Problem statement
Bring together all lines of the material below that contain the string "улица".
>>>
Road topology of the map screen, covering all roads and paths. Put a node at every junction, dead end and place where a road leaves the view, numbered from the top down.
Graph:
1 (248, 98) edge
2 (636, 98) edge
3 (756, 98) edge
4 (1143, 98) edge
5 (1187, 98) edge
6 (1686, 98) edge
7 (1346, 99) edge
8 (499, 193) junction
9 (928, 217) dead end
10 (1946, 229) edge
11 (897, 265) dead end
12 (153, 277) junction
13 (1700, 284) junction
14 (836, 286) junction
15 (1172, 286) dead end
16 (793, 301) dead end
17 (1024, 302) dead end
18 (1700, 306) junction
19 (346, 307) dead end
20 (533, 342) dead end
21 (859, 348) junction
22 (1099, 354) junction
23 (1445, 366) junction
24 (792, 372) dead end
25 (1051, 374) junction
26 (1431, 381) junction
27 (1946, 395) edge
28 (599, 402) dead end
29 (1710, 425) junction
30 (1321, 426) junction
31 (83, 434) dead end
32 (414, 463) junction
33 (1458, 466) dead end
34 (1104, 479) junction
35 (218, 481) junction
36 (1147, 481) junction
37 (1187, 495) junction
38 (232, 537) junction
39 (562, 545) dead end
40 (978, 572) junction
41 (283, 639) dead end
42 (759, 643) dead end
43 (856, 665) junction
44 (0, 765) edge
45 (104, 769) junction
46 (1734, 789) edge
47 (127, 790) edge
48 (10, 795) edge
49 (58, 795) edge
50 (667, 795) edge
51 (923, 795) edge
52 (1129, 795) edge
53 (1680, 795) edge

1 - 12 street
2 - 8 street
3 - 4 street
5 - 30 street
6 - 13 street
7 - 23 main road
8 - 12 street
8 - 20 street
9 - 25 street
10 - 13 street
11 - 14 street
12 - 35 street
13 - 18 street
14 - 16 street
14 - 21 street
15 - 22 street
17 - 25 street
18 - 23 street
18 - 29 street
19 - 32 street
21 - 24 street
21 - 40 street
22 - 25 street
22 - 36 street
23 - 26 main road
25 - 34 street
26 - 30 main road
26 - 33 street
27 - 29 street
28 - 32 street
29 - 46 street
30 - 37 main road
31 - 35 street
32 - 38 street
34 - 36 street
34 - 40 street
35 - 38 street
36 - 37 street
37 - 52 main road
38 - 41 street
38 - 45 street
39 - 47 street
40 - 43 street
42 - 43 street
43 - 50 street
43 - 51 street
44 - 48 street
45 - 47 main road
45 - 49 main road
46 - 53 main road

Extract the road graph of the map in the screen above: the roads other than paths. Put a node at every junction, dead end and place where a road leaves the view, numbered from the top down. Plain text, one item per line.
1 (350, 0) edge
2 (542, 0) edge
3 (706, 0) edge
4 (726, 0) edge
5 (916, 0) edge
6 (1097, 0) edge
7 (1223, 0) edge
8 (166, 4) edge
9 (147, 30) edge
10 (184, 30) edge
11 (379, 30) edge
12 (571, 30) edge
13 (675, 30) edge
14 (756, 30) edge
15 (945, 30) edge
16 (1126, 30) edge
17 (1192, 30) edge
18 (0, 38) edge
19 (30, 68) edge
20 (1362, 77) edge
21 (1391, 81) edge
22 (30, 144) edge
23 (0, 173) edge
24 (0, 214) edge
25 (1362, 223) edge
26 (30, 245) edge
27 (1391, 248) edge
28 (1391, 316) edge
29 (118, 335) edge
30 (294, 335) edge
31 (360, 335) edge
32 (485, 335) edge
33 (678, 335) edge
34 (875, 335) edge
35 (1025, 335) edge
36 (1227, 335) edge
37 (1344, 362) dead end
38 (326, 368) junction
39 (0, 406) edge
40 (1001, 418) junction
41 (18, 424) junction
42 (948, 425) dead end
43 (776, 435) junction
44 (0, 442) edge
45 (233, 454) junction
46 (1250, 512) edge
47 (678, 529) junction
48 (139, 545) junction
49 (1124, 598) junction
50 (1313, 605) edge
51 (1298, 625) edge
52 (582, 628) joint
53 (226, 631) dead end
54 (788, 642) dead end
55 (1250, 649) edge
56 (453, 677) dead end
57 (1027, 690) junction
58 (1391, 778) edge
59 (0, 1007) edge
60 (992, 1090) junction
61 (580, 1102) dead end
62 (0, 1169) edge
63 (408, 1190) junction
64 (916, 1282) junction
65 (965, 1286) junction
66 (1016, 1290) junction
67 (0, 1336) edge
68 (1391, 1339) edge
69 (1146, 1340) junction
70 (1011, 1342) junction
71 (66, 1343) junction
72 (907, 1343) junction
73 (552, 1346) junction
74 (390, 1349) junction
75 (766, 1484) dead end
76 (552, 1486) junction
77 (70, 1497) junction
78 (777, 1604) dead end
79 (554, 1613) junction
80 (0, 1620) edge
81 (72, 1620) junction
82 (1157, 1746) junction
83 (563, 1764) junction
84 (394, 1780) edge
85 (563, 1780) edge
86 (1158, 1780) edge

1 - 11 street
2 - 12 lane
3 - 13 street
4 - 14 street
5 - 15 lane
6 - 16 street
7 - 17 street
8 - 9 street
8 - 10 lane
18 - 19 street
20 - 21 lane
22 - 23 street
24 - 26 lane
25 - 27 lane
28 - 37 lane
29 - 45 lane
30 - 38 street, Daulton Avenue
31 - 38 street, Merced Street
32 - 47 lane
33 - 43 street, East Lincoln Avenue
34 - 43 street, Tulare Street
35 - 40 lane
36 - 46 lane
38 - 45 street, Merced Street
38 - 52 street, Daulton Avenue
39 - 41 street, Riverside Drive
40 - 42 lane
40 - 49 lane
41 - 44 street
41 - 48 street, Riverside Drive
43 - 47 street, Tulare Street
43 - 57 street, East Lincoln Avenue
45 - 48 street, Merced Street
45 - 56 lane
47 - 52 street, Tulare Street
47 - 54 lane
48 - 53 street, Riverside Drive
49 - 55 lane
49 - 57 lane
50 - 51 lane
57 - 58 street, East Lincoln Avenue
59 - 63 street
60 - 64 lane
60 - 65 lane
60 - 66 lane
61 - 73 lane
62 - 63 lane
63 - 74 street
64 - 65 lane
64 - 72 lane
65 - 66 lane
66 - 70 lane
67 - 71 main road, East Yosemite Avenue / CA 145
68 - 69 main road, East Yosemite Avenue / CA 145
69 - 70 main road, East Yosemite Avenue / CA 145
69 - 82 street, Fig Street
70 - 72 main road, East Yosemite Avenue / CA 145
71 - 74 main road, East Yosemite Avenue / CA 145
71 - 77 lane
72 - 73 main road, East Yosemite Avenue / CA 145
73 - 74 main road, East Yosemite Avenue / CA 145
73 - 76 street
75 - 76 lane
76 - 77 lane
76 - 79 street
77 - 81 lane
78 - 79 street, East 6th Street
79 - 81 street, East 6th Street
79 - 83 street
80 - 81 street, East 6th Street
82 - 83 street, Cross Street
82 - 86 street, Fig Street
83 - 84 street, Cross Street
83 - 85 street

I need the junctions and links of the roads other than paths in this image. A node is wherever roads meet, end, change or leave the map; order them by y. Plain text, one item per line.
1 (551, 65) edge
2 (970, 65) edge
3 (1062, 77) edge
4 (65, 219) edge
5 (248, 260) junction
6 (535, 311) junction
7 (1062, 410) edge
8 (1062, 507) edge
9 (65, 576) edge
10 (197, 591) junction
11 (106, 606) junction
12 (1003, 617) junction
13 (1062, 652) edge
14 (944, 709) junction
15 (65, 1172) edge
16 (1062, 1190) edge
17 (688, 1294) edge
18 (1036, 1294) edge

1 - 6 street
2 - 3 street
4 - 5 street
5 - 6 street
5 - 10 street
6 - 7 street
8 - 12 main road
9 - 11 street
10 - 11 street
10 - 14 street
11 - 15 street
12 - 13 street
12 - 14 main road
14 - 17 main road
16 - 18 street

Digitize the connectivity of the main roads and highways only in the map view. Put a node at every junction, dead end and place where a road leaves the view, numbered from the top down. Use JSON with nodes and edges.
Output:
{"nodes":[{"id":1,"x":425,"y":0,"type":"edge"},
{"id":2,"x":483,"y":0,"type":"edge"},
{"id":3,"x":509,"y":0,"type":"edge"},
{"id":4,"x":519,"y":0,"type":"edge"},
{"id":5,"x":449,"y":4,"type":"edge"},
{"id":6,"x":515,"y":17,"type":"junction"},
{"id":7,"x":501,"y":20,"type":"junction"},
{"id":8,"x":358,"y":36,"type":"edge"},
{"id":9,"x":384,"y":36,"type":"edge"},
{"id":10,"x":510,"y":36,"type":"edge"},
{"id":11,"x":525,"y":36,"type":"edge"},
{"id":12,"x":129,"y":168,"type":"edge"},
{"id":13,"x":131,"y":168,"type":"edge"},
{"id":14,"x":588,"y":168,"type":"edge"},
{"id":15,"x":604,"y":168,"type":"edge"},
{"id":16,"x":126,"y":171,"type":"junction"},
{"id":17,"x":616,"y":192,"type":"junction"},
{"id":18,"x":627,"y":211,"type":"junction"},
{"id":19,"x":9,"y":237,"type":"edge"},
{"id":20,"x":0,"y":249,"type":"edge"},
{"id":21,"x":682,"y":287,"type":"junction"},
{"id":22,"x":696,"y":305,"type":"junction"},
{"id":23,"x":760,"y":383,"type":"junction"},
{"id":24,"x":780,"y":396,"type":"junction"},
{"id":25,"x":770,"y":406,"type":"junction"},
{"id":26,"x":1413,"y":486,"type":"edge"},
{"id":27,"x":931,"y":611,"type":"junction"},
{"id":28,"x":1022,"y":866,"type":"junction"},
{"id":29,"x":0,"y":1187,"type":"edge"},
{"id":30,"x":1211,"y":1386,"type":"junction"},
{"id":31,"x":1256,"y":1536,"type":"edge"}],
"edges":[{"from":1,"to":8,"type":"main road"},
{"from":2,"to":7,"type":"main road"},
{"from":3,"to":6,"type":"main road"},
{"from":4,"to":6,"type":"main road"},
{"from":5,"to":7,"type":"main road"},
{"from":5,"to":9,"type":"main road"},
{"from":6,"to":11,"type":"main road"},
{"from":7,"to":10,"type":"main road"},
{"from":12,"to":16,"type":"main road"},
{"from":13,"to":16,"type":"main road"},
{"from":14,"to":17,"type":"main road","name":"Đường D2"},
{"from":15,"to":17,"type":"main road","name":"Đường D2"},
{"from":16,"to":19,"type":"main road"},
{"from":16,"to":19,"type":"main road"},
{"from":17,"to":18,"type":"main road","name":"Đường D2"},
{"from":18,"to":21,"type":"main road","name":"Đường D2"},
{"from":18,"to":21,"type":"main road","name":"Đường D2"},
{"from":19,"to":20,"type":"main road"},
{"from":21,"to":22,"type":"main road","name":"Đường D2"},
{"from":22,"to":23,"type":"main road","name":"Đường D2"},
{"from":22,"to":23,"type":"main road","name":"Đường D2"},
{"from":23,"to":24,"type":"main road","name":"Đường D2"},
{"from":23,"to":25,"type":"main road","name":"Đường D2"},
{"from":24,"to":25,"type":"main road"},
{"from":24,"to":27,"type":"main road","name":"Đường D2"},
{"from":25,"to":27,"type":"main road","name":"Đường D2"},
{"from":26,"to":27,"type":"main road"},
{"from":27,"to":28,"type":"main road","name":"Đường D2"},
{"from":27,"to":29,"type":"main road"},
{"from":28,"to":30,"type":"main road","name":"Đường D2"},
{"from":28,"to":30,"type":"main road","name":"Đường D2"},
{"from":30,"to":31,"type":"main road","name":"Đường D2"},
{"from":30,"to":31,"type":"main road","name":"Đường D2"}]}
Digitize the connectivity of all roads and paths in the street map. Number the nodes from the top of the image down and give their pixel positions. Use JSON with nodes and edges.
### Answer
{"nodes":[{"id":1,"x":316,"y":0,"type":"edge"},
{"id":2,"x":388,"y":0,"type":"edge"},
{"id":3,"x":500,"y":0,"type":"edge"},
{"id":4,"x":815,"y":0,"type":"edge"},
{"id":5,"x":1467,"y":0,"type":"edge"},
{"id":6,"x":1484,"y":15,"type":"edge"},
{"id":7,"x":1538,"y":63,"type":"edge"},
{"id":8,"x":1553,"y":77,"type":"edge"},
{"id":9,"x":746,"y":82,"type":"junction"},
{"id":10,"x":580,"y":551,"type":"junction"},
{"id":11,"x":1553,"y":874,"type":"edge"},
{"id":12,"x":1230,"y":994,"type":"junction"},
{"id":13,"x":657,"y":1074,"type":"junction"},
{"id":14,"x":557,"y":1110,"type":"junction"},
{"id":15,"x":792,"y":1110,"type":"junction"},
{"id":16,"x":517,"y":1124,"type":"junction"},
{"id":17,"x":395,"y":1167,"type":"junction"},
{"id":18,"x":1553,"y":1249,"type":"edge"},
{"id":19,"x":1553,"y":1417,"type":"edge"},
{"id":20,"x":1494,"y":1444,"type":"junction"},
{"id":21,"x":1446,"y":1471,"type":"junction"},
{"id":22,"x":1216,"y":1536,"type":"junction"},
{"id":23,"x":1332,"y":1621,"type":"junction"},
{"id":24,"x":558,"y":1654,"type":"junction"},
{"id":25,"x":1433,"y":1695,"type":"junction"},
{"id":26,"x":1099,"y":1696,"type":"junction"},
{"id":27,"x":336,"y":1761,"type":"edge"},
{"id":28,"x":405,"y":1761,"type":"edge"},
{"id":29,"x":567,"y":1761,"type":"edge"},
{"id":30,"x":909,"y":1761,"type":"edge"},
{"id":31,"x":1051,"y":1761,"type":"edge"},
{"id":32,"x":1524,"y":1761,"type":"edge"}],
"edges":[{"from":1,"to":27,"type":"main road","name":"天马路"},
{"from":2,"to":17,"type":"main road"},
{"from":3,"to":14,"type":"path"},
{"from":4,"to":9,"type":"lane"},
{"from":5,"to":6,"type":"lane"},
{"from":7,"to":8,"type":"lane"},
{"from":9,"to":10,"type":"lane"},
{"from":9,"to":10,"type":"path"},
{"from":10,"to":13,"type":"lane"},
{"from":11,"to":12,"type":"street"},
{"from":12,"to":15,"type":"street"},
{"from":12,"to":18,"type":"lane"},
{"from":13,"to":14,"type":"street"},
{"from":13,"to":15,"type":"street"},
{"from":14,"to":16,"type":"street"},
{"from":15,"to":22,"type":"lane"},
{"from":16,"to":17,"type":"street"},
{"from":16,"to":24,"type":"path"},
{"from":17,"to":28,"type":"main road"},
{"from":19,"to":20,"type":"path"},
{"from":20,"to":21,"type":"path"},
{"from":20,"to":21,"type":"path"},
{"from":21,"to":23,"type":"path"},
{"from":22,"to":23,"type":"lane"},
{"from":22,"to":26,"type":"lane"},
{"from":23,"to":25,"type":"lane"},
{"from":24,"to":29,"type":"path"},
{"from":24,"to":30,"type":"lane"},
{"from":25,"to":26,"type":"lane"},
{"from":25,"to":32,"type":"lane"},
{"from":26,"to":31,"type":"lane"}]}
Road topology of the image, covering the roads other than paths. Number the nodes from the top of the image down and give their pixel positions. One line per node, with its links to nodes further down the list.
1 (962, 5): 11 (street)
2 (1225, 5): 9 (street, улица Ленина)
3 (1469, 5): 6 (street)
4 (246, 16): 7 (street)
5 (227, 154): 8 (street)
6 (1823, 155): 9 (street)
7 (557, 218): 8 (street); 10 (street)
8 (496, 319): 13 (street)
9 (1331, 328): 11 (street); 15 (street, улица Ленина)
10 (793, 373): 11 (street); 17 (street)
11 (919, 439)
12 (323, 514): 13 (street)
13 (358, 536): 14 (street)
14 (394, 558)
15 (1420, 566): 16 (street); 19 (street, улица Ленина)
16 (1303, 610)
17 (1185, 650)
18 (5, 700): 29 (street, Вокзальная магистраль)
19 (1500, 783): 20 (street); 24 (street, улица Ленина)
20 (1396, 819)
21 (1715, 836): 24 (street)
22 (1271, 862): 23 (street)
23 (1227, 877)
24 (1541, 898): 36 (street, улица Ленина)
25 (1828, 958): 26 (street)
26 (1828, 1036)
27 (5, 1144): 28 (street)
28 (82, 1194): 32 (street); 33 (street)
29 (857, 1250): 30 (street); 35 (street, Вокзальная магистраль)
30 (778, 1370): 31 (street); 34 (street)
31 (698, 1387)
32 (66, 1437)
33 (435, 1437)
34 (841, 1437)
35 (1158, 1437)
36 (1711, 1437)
<<<
Solution below
2 (1225, 5): 9 (street, улица Ленина)
9 (1331, 328): 11 (street); 15 (street, улица Ленина)
15 (1420, 566): 16 (street); 19 (street, улица Ленина)
19 (1500, 783): 20 (street); 24 (street, улица Ленина)
24 (1541, 898): 36 (street, улица Ленина)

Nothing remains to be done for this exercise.